▶ Problem to work on: Filter these entries, keeping only lines that hold the word "McMahon".

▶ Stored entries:
----------

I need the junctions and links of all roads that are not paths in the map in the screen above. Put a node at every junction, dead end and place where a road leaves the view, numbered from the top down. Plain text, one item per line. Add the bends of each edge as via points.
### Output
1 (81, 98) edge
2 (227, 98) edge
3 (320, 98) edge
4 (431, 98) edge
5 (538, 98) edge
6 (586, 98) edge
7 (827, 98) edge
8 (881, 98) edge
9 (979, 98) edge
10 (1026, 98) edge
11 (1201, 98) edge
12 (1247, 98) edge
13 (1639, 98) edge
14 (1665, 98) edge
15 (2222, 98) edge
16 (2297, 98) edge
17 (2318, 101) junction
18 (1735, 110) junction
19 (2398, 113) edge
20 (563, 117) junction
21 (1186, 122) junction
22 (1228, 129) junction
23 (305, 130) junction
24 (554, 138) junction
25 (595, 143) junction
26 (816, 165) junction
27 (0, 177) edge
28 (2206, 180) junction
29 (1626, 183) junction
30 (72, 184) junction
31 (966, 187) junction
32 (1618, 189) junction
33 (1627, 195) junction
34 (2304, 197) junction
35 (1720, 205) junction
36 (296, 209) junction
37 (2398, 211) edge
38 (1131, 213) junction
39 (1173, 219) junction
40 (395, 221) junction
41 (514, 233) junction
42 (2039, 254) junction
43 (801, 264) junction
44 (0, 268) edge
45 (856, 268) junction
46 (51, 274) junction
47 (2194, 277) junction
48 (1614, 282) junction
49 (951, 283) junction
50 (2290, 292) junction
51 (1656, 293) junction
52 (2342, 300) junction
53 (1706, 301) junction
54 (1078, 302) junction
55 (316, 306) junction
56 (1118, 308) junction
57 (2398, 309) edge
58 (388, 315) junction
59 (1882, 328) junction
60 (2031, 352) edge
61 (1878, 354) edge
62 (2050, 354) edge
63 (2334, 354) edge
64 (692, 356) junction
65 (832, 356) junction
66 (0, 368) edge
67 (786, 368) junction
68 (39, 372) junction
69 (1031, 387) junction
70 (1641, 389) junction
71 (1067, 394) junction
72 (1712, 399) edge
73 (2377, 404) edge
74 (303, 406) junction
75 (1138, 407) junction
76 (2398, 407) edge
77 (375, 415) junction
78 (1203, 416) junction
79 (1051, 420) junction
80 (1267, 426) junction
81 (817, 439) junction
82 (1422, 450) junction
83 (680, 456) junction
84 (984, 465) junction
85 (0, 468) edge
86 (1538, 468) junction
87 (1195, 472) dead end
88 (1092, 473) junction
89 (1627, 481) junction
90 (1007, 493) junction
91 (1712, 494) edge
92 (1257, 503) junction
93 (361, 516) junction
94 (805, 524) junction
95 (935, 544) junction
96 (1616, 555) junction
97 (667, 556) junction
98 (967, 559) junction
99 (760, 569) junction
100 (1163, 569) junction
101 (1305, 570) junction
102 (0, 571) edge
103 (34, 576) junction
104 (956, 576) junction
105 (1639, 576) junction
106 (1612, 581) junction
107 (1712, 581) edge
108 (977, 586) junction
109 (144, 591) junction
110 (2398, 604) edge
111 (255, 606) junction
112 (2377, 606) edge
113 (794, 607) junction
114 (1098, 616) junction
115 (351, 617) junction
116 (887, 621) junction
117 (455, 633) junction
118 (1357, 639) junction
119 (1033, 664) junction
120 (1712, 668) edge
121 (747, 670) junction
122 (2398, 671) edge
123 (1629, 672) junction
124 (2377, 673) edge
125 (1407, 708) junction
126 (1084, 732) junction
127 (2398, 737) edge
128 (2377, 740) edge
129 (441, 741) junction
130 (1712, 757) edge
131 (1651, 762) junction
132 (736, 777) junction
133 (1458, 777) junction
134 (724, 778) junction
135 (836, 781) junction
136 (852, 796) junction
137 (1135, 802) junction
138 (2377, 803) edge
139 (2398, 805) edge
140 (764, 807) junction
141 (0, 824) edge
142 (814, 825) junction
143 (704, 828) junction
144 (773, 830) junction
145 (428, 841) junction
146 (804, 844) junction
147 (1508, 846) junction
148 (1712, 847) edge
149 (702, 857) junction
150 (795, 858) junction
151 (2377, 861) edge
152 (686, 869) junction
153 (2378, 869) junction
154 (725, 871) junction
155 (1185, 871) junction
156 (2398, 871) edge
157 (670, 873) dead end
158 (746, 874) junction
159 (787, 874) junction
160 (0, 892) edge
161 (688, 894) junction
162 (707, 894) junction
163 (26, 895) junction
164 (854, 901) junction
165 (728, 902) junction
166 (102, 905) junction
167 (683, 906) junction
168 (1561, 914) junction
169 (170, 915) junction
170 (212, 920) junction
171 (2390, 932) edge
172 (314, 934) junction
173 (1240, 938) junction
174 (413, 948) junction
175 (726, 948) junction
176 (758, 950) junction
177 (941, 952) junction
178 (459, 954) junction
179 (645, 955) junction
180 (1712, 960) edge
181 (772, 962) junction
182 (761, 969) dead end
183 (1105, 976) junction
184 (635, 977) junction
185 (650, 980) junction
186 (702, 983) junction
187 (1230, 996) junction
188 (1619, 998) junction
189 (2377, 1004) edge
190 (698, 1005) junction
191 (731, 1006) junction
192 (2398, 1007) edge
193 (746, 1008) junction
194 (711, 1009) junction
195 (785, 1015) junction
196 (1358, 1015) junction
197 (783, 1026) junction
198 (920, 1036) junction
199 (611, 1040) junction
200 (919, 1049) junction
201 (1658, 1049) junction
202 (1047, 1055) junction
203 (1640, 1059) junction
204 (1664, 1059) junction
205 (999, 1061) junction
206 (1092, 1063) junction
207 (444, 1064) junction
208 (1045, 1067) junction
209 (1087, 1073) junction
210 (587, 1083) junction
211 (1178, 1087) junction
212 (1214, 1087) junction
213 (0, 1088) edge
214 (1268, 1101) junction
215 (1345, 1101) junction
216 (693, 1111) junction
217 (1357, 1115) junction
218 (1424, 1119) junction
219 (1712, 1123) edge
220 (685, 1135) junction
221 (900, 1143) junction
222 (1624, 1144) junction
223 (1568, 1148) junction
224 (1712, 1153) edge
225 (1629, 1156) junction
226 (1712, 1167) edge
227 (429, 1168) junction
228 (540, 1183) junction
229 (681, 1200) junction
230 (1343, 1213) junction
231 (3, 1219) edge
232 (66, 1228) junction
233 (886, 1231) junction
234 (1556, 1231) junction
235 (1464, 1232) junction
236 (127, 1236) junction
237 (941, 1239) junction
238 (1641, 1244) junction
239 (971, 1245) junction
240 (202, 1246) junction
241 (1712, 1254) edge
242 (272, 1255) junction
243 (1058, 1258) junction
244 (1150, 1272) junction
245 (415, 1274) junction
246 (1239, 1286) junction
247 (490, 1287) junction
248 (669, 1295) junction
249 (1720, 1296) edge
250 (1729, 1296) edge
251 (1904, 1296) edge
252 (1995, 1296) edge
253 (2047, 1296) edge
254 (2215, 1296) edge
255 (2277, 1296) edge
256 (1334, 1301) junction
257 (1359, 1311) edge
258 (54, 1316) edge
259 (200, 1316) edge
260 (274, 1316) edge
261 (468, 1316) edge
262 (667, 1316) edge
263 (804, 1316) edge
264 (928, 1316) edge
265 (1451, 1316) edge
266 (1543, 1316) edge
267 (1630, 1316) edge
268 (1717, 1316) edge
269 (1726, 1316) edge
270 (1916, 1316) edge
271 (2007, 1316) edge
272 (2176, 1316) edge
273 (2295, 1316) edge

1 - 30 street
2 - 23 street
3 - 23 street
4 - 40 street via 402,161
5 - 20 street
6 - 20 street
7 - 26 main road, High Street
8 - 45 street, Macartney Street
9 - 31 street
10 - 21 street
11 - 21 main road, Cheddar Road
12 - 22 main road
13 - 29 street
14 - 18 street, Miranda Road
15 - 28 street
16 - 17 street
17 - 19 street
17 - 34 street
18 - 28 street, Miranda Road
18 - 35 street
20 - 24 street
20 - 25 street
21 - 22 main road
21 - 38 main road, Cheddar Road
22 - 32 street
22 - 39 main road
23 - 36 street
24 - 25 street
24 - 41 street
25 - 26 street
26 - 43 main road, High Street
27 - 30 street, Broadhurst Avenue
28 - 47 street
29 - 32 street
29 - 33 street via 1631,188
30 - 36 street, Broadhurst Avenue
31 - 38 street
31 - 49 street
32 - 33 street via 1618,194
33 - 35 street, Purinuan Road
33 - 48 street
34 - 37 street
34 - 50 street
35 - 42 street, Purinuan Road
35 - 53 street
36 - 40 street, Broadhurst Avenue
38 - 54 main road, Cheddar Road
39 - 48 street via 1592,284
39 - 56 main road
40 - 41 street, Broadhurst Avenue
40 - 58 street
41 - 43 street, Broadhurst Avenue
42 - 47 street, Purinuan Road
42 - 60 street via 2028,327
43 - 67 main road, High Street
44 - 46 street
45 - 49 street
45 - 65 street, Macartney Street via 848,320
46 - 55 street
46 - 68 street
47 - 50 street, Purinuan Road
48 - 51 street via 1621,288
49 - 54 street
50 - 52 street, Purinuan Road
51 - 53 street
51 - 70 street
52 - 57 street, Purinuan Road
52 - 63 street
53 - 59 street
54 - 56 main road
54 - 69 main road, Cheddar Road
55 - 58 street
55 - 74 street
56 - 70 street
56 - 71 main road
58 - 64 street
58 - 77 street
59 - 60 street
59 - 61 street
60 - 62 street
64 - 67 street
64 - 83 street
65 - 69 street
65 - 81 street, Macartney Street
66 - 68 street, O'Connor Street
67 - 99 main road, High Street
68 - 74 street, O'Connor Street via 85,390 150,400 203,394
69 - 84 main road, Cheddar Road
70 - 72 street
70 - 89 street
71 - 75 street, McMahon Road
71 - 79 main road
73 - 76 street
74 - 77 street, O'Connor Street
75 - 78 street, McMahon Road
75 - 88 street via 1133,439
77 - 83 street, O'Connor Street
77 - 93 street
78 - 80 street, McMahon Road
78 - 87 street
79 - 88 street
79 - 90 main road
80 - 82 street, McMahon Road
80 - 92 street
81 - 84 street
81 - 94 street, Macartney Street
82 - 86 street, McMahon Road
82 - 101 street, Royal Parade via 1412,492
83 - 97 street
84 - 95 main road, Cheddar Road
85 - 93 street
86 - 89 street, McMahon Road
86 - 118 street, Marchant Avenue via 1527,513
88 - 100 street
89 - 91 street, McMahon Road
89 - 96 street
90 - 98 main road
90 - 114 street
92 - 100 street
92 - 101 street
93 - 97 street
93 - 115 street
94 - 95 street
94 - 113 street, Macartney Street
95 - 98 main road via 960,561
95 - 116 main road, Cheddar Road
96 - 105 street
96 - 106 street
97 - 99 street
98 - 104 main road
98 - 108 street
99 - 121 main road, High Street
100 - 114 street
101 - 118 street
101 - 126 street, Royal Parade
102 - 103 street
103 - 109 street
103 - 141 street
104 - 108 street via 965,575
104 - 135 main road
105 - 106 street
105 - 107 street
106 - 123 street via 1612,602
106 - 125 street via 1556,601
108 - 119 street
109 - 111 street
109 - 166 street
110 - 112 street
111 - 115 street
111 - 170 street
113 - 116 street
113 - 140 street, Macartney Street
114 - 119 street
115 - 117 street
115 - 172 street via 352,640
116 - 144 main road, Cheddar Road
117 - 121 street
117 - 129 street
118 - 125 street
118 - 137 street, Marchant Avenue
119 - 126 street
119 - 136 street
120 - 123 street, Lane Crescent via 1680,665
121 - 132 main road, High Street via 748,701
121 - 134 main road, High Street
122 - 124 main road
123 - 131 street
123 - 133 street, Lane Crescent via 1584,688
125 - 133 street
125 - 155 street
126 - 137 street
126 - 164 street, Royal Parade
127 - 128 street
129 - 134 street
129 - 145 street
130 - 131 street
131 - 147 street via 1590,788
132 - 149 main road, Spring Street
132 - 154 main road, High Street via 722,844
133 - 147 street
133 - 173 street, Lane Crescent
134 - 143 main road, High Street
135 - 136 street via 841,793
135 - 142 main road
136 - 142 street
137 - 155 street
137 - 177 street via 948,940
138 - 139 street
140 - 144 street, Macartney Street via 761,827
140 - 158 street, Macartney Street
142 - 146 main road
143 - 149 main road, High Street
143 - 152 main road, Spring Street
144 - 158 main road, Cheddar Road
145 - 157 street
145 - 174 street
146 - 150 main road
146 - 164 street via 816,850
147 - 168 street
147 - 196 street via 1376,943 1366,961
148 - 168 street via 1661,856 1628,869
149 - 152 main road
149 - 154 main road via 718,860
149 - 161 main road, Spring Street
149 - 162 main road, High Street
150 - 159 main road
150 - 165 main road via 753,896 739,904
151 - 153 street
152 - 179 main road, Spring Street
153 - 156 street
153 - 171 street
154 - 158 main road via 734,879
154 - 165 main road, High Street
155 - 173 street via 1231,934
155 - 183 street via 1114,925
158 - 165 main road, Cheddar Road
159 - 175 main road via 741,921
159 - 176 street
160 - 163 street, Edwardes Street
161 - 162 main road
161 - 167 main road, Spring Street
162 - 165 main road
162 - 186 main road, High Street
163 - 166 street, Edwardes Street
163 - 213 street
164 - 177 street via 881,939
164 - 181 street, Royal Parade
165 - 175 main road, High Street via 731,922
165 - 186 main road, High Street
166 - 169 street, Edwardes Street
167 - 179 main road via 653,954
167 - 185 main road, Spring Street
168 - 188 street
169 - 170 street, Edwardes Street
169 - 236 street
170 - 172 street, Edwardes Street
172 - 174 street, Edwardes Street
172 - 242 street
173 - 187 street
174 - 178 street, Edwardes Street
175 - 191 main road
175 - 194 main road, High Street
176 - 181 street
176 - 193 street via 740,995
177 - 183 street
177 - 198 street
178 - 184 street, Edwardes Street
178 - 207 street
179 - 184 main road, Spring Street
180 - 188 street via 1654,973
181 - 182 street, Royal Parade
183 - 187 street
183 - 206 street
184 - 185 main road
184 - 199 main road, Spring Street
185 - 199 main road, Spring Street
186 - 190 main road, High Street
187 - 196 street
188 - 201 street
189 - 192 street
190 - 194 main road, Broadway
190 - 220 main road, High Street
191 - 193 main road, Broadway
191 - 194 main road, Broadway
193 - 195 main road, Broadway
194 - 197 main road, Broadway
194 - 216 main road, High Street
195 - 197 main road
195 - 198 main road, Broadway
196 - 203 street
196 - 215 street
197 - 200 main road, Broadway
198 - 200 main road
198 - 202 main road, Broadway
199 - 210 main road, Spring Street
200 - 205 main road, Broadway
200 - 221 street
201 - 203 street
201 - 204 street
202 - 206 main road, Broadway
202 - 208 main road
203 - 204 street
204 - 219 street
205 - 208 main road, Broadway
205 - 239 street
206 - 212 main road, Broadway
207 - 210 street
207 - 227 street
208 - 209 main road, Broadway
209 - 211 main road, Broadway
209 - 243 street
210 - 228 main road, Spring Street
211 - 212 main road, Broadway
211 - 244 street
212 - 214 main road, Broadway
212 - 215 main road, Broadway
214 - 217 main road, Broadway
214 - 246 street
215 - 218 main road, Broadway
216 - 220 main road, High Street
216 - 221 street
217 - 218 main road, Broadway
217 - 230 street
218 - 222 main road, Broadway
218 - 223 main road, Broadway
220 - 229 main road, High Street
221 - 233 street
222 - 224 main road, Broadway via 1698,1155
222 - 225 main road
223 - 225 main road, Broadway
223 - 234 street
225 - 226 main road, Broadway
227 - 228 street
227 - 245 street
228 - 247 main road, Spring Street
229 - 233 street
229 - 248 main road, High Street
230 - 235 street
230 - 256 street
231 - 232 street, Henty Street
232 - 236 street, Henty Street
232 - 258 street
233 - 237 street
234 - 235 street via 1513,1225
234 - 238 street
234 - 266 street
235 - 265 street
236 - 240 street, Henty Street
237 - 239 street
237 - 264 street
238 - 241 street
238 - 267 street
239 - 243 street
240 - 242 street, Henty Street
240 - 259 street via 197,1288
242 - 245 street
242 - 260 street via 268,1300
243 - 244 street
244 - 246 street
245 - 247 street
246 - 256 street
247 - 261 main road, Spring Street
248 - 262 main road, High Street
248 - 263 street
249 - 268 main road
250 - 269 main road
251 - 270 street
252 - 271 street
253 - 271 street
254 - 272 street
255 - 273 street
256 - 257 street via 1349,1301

----------

▶ Task solution:
71 - 75 street, McMahon Road
75 - 78 street, McMahon Road
78 - 80 street, McMahon Road
80 - 82 street, McMahon Road
82 - 86 street, McMahon Road
86 - 89 street, McMahon Road
89 - 91 street, McMahon Road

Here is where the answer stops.